Trapping Plans in 2000
Starting in the year 2000, MN will phase in the STS protocols. This will change the way the program is run and how the traps are placed. An interagency working group called the Gypsy Moth Advisory Council will design the trapping procedures and define the respective roles of each participating agency. This year, the MN Department of Agriculture (MDC), the lead agency for gypsy moth exclusion will trap the eastern portion of the state on a system of permanent plots. DNR will trap high use areas (primarily parks) in the western portion of the state. All gypsy moth trap locations will be geographically verified and digitally mapped.

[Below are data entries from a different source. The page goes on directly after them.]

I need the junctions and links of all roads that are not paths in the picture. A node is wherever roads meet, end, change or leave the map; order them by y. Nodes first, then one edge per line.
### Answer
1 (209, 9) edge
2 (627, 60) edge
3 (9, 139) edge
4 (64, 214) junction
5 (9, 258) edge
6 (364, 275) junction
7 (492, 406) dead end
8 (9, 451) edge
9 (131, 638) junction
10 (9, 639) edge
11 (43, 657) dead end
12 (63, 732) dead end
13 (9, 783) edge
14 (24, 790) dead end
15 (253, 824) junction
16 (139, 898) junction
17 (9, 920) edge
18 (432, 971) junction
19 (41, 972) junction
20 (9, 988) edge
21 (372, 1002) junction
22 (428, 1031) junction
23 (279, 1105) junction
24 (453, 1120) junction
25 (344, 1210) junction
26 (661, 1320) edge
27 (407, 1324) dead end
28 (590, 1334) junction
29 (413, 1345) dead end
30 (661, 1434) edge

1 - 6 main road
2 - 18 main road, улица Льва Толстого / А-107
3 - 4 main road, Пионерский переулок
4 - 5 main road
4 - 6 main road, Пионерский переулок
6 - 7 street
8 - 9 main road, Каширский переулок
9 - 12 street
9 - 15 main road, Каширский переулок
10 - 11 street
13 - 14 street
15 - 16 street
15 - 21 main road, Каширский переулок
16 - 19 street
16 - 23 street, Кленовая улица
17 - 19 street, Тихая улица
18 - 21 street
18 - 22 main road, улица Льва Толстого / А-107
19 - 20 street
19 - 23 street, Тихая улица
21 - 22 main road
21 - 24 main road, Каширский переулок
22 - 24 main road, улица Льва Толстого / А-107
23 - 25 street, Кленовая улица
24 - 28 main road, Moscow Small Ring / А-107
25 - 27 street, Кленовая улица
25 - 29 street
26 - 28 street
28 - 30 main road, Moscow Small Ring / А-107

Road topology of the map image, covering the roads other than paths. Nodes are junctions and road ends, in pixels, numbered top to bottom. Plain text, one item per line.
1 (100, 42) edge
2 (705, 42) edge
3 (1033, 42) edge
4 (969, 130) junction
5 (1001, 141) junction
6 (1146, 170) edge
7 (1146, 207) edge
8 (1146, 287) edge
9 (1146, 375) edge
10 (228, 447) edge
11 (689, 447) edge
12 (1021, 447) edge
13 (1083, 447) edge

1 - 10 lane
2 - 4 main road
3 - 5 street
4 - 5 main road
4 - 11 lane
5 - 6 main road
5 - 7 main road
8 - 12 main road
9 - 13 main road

The permanent grid and digitized trap locations will allow effective monitoring over time of changes in gypsy moth population numbers. The objectives are different from simply detecting a possible introduction, which has been the purpose of past trapping procedures. With the advent of the STS program, the philosophy behind trapping is changing from detection to population modeling. This shift implies a shift in our thinking about the status of gypsy moth in MN. The front of gypsy moth infestation is now close enough that infestation of MN is evitable and just over the horizon. As such detecting a new introduction becomes less important and monitoring those populations becomes more important, even though we don't "officially" have a permanently established population within the state.
Forest Management in MN
A parallel shift in our thinking should occur involving the way in which we manage our forest lands in the face of inevitable gypsy moth infestation and defoliation. We are currently in the early stages of an forest tent caterpillar (FTC) outbreak. Because FTC outbreaks have been occurring every 7-10 years for as long as we have been monitoring them, most MN forests have adjusted to their presence. Weak, suppressed or dying individuals cannot withstand repeated defoliation and they drop out of the system, leaving room (usually) for more vigorously growing trees. The rate of tree mortality is fairly low, because this process has been going on for years. But our forests have never seen gypsy moth defoliation and the first major outbreak is likely to take out more trees than our forests and dependent wildlife are accustomed to.

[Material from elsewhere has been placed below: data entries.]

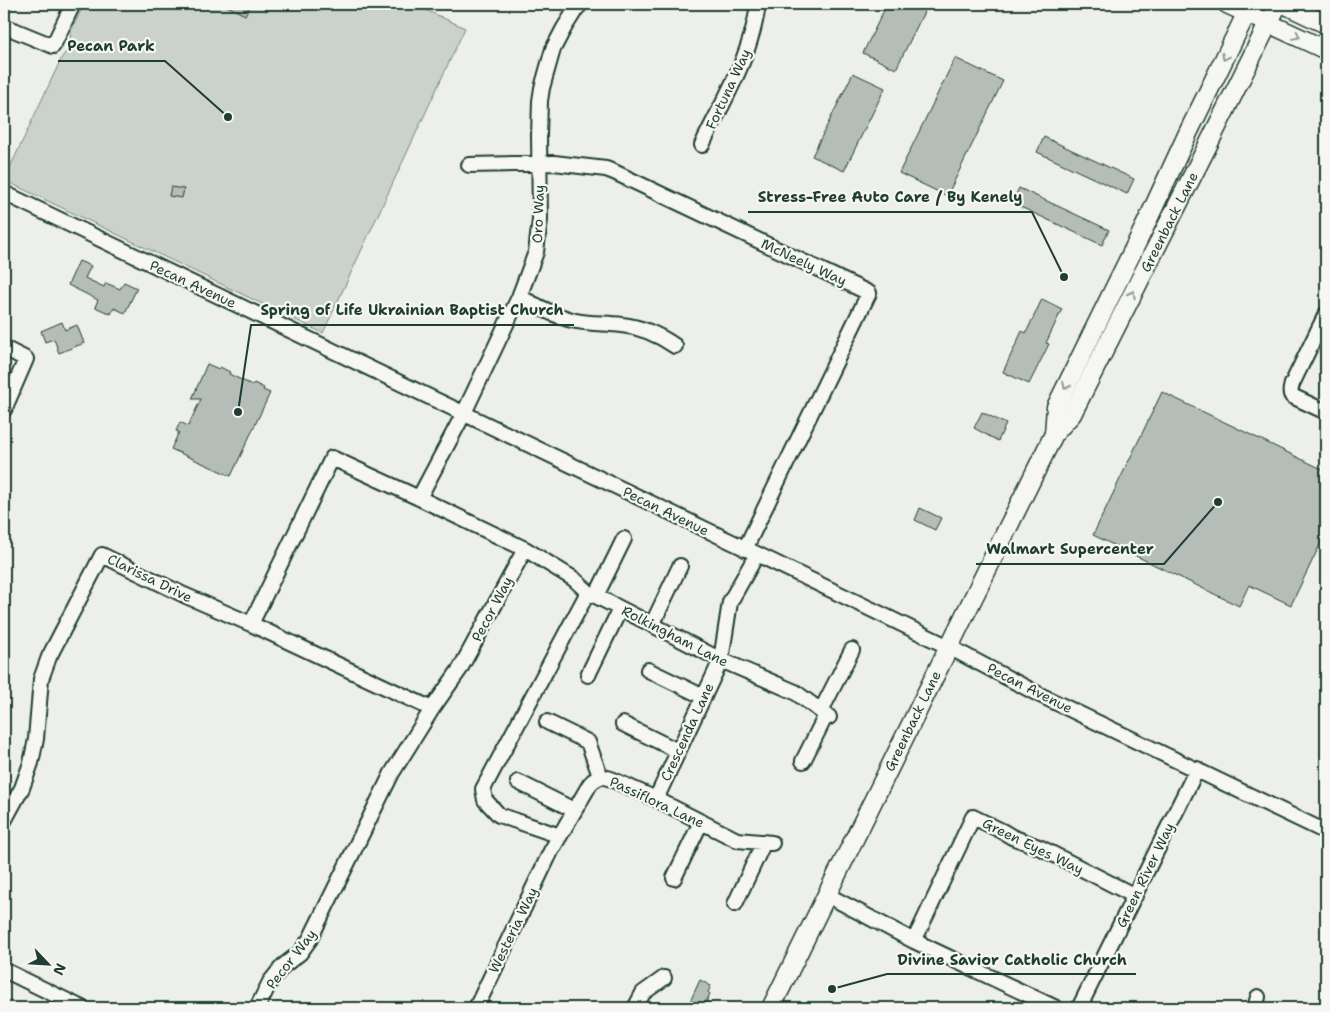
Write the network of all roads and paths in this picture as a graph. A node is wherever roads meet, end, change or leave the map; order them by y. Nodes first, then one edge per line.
1 (73, 4) edge
2 (582, 4) edge
3 (758, 4) edge
4 (1227, 4) edge
5 (1278, 4) edge
6 (1284, 4) edge
7 (1249, 8) edge
8 (1269, 22) junction
9 (1326, 24) edge
10 (4, 26) edge
11 (1326, 50) edge
12 (702, 145) dead end
13 (1176, 156) junction
14 (539, 164) junction
15 (469, 165) dead end
16 (4, 194) edge
17 (1173, 213) junction
18 (520, 297) junction
19 (1107, 302) junction
20 (1326, 314) edge
21 (1091, 334) junction
22 (1108, 342) junction
23 (675, 346) dead end
24 (4, 348) edge
25 (1087, 385) junction
26 (4, 410) edge
27 (1326, 412) edge
28 (464, 413) junction
29 (1054, 434) junction
30 (419, 498) junction
31 (624, 539) dead end
32 (525, 549) junction
33 (751, 551) junction
34 (680, 566) dead end
35 (592, 594) junction
36 (620, 608) junction
37 (251, 624) junction
38 (652, 625) junction
39 (950, 647) junction
40 (852, 650) dead end
41 (721, 660) junction
42 (648, 670) dead end
43 (588, 675) dead end
44 (704, 697) junction
45 (432, 710) junction
46 (825, 714) junction
47 (546, 722) dead end
48 (623, 724) dead end
49 (678, 751) junction
50 (803, 761) dead end
51 (1197, 769) junction
52 (600, 776) junction
53 (518, 782) dead end
54 (656, 799) junction
55 (574, 810) junction
56 (4, 821) edge
57 (701, 822) junction
58 (1326, 832) edge
59 (560, 836) junction
60 (551, 851) joint
61 (674, 878) dead end
62 (827, 895) junction
63 (1135, 896) junction
64 (735, 904) dead end
65 (914, 941) junction
66 (4, 970) edge
67 (664, 978) dead end
68 (82, 1008) edge
69 (257, 1008) edge
70 (476, 1008) edge
71 (635, 1008) edge
72 (771, 1008) edge
73 (1056, 1008) edge
74 (1079, 1008) edge

1 - 10 street
2 - 14 street, Oro Way
3 - 12 street, Fortuna Way
4 - 7 main road
5 - 8 main road, Greenback Lane
6 - 9 main road
7 - 8 main road
7 -> 13 main road, Greenback Lane
8 -> 11 main road
8 - 17 main road, Greenback Lane
13 - 17 main road
13 - 19 main road, Greenback Lane
14 - 15 street, McNeely Way
14 - 18 street, Oro Way
14 - 33 street, McNeely Way
16 - 28 street, Pecan Avenue
22 -> 17 main road, Greenback Lane
18 - 23 street
18 - 28 street, Oro Way
19 - 21 main road, Greenback Lane
19 - 22 main road
20 - 27 street
21 - 25 main road
21 -> 29 main road, Greenback Lane
22 - 25 main road, Greenback Lane
24 - 26 street
25 - 29 main road, Greenback Lane
28 - 30 street, Oro Way
28 - 33 street, Pecan Avenue
29 - 39 main road, Greenback Lane
30 - 32 street
30 - 37 street
31 - 35 street
32 - 35 street, Rolkingham Lane
32 - 45 street, Pecor Way
33 - 39 street, Pecan Avenue
33 - 41 street, Crescenda Lane
34 - 38 street
35 - 36 street, Rolkingham Lane
35 - 59 street
36 - 38 street, Rolkingham Lane
36 - 43 street
37 - 45 street, Clarissa Drive
37 - 56 street, Clarissa Drive
38 - 41 street, Rolkingham Lane
39 - 51 street, Pecan Avenue
39 - 62 main road, Greenback Lane
40 - 46 street
41 - 44 street, Crescenda Lane
41 - 46 street, Rolkingham Lane
42 - 44 street
44 - 49 street, Crescenda Lane
45 - 69 street, Pecor Way
46 - 50 street
47 - 52 street
48 - 49 street
49 - 54 street, Crescenda Lane
51 - 58 street, Pecan Avenue
51 - 63 street, Green River Way
52 - 54 street, Passiflora Lane
52 - 55 street, Passiflora Lane
53 - 55 street
54 - 57 street, Passiflora Lane
55 - 59 street, Passiflora Lane
57 - 61 street
57 - 64 street, Passiflora Lane
59 - 60 street, Passiflora Lane
60 - 70 street, Westeria Way
62 - 65 street
62 - 72 main road, Greenback Lane
63 - 65 street, Green Eyes Way
63 - 74 street, Green River Way
65 - 73 street
66 - 68 street
67 - 71 street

Once gypsy moths are permanently established in MN, population numbers will likely take five or more years before visible defoliation is noted. After that it may take another five or so years before we see outbreak numbers of gypsy moths. If we assume we are five or more years from becoming permanently infested (this will vary greatly across the state), we have about 15 years in which to work with the forests under our care to prepare them for the inevitable. Fortunately, that is just enough time, given the way forests respond to management practices, for the stands to respond with increased vigor, growth and regeneration.

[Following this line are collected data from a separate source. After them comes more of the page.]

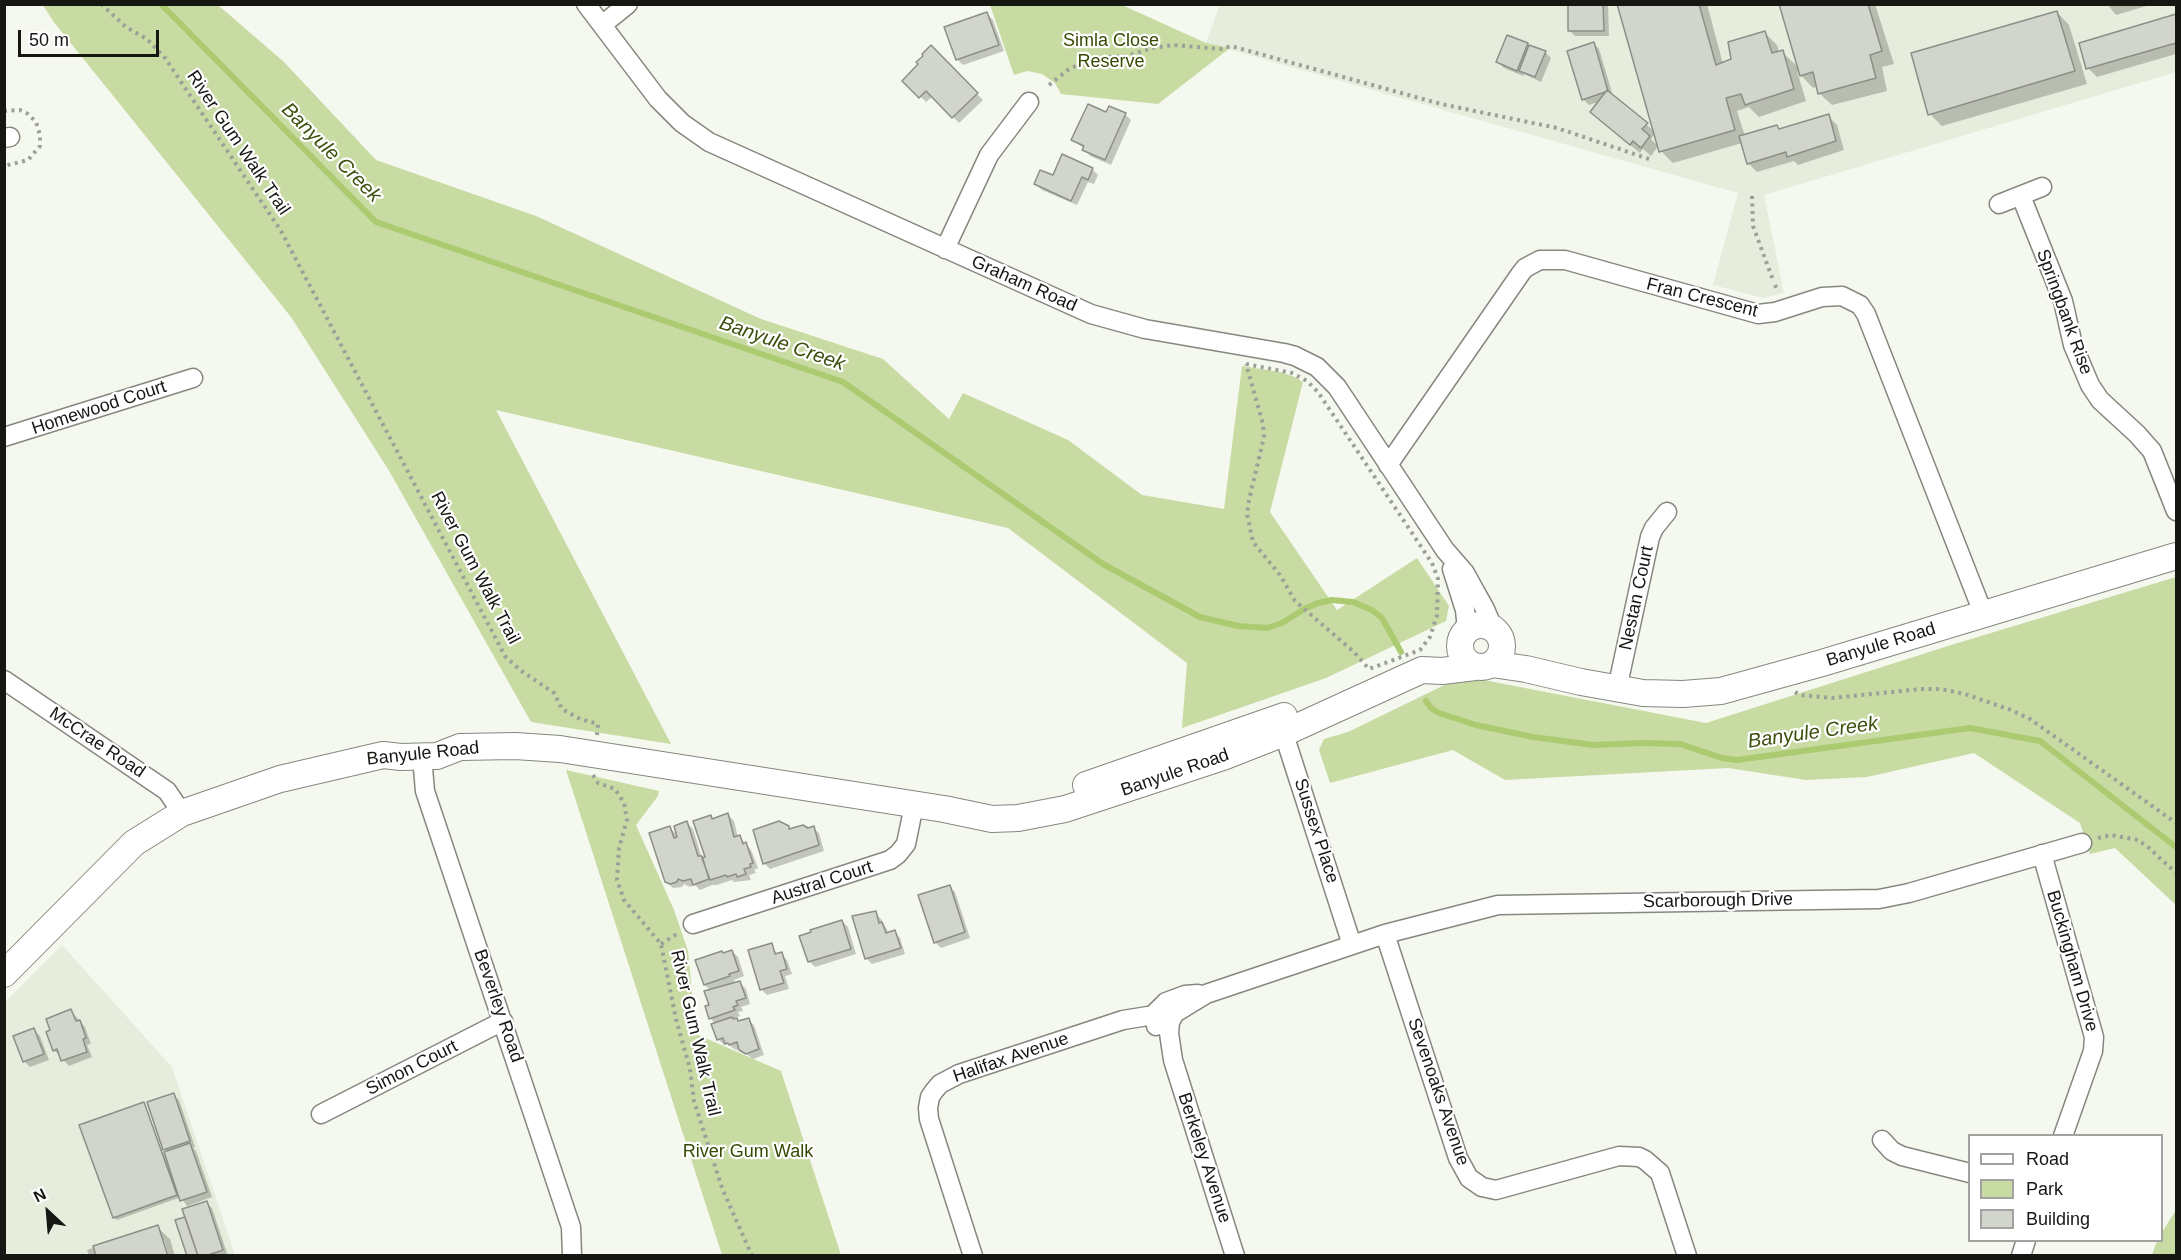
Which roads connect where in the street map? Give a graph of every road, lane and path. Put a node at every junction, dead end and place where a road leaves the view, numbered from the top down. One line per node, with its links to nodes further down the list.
1 (101, 4): 32 (path, River Gum Walk Trail)
2 (586, 4): 4 (street, Graham Road)
3 (628, 4): 4 (street)
4 (602, 25): 12 (street, Graham Road)
5 (1048, 85): 7 (path)
6 (1029, 102): 12 (street)
7 (1648, 159)
8 (2042, 187): 10 (street)
9 (1752, 196): 13 (path)
10 (2021, 196): 11 (street); 17 (street, Springbank Rise)
11 (2000, 204)
12 (945, 249): 16 (street, Graham Road)
13 (1778, 292)
14 (193, 378): 15 (street, Homewood Court)
15 (4, 437)
16 (1388, 465): 19 (street, Graham Road); 21 (street, Fran Crescent)
17 (2176, 511)
18 (1667, 512): 30 (street, Nestan Court)
19 (1445, 550): 23 (street, Graham Road); 24 (street, Graham Road)
20 (2176, 556): 21 (street, Banyule Road)
21 (1983, 613): 30 (street, Banyule Road)
22 (1322, 626): 22 (path)
23 (1464, 634): 24 (street); 25 (street); 26 (street, Banyule Road)
24 (1497, 634): 25 (street); 28 (street, Banyule Road)
25 (1483, 665): 26 (street, Banyule Road); 28 (street, Banyule Road)
26 (1422, 670): 31 (street, Banyule Road)
27 (4, 680): 36 (street, McCrae Road)
28 (1581, 682): 30 (street, Banyule Road)
29 (1787, 688): 37 (path)
30 (1617, 689)
31 (1282, 725): 35 (street, Banyule Road); 35 (street, Banyule Road); 43 (street, Sussex Place)
32 (596, 754): 33 (street, Banyule Road); 34 (street, Banyule Road); 52 (path, River Gum Walk Trail)
33 (422, 757): 36 (street, Banyule Road); 46 (street, Beverley Road)
34 (914, 805): 35 (street, Banyule Road); 41 (street, Austral Court)
35 (944, 809)
36 (182, 813): 44 (street, Banyule Road)
37 (2176, 823)
38 (2082, 843): 39 (street, Scarborough Drive); 40 (path)
39 (2042, 854): 42 (street, Scarborough Drive); 48 (street, Buckingham Drive)
40 (2176, 873)
41 (693, 924)
42 (1385, 934): 43 (street, Scarborough Drive); 55 (street, Sevenoaks Avenue)
43 (1352, 945): 45 (street)
44 (4, 974)
45 (1163, 1017): 53 (street, Halifax Avenue); 54 (street, Berkeley Avenue)
46 (503, 1021): 47 (street, Simon Court); 51 (street, Beverley Road)
47 (321, 1114)
48 (2064, 1134)
49 (1881, 1140): 50 (street)
50 (1968, 1172)
51 (572, 1256)
52 (752, 1256)
53 (973, 1256)
54 (1235, 1256)
55 (1687, 1256)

Check with your local forester to see if your stands are at risk of high rates of tree mortality at cross purposes to your management objectives. And plan your work soon. Stands most at risk of defoliation-related mortality include those dominated by oak or aspen on poor soils in areas which experience wide fluctuations in precipitation (which described large portions of the state). Well-mixed stands and those on good sites or buffered soils will be better off. Of course, not all dead trees are "bad" trees. Management plans should take into consideration wildlife and natural communities dependent on dead wood and snags as well as those dependent on young growth and forest openings. Your local DNR forester or private consultant can help you with the prescription best suited to your needs. But don't wait! The moths definitely aren't waiting for us.